Towards High-Accuracy Low-Cost Noisy Robust Speech Recognition Exploiting Structured Model

ICML Workshop 2011 |

It is well known that the distorted speech x can be considered generated from the clean speech h with the additive noise n and the convolutive channel  h as  y = x * h + n. In this paper, we present our recent study on using this structured model of physical distortion for robust automatic speech recognition. Three methods are introduced for joint compensation of additive and convolutive distortions (JAC), with different online computation costs. They are JAC model adaptation, GMM-based JAC model adaptation, and JAC feature enhancement.
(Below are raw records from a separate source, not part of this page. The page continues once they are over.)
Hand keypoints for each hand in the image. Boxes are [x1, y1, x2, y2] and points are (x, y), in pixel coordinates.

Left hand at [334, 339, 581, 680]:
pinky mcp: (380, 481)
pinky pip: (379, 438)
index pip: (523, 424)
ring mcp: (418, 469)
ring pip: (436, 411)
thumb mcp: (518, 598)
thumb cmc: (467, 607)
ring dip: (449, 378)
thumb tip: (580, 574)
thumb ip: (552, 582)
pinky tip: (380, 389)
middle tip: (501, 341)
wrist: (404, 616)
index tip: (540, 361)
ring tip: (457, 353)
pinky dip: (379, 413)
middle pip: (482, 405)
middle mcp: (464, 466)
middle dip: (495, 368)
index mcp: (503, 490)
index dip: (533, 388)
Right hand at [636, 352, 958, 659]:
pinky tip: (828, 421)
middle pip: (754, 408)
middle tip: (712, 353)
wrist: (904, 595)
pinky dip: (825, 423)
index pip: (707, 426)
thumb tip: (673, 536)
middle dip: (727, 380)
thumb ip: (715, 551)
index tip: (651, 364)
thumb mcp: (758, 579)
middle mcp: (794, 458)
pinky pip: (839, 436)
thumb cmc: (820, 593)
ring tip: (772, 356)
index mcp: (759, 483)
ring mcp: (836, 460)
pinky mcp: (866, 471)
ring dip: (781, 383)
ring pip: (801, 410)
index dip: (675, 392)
All these algorithms consist of two main steps. First, the noise and channel parameters are estimated using a nonlinear environment distortion model in the cepstral domain, and the vector-Taylor-series (VTS) linearization technique collectively. Second, the estimated noise and channel parameters are used to adapt the hidden Markov model (HMM) parameters or clean the distorted speech feature.
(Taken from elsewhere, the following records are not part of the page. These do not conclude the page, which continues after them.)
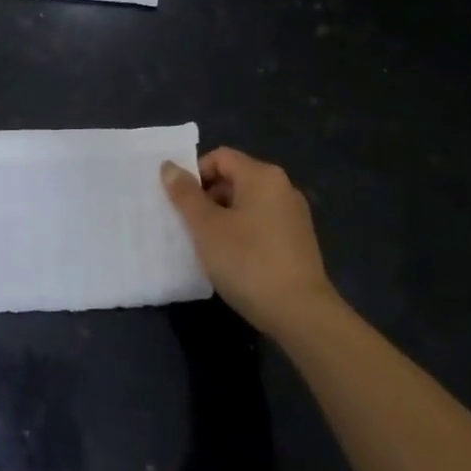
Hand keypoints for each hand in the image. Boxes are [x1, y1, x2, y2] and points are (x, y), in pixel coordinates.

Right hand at [161, 147, 340, 340]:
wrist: (301, 314)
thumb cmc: (248, 262)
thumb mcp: (206, 227)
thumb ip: (185, 195)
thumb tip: (169, 166)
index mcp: (262, 176)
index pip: (219, 157)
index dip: (194, 175)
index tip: (179, 204)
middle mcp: (282, 187)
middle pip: (234, 178)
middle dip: (207, 198)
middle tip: (188, 227)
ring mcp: (294, 215)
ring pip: (247, 203)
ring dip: (223, 217)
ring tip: (207, 246)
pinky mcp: (298, 241)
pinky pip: (261, 223)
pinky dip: (242, 232)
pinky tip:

In the experimental evaluation using the standard Aurora 2 task, the proposed JAC algorithms all achieve around 89% accuracy using the clean-trained complex HMM backend, compare favorably over previously developed techniques. In the meanwhile, the JAC feature enhancement method has much smaller computation cost than the other two methods, and can be used as a high-accuracy low-cost noise robust front end. Detailed analysis on the experimental results shows that online updating all the noise and channel distortion parameters is critical to the success of our algorithms.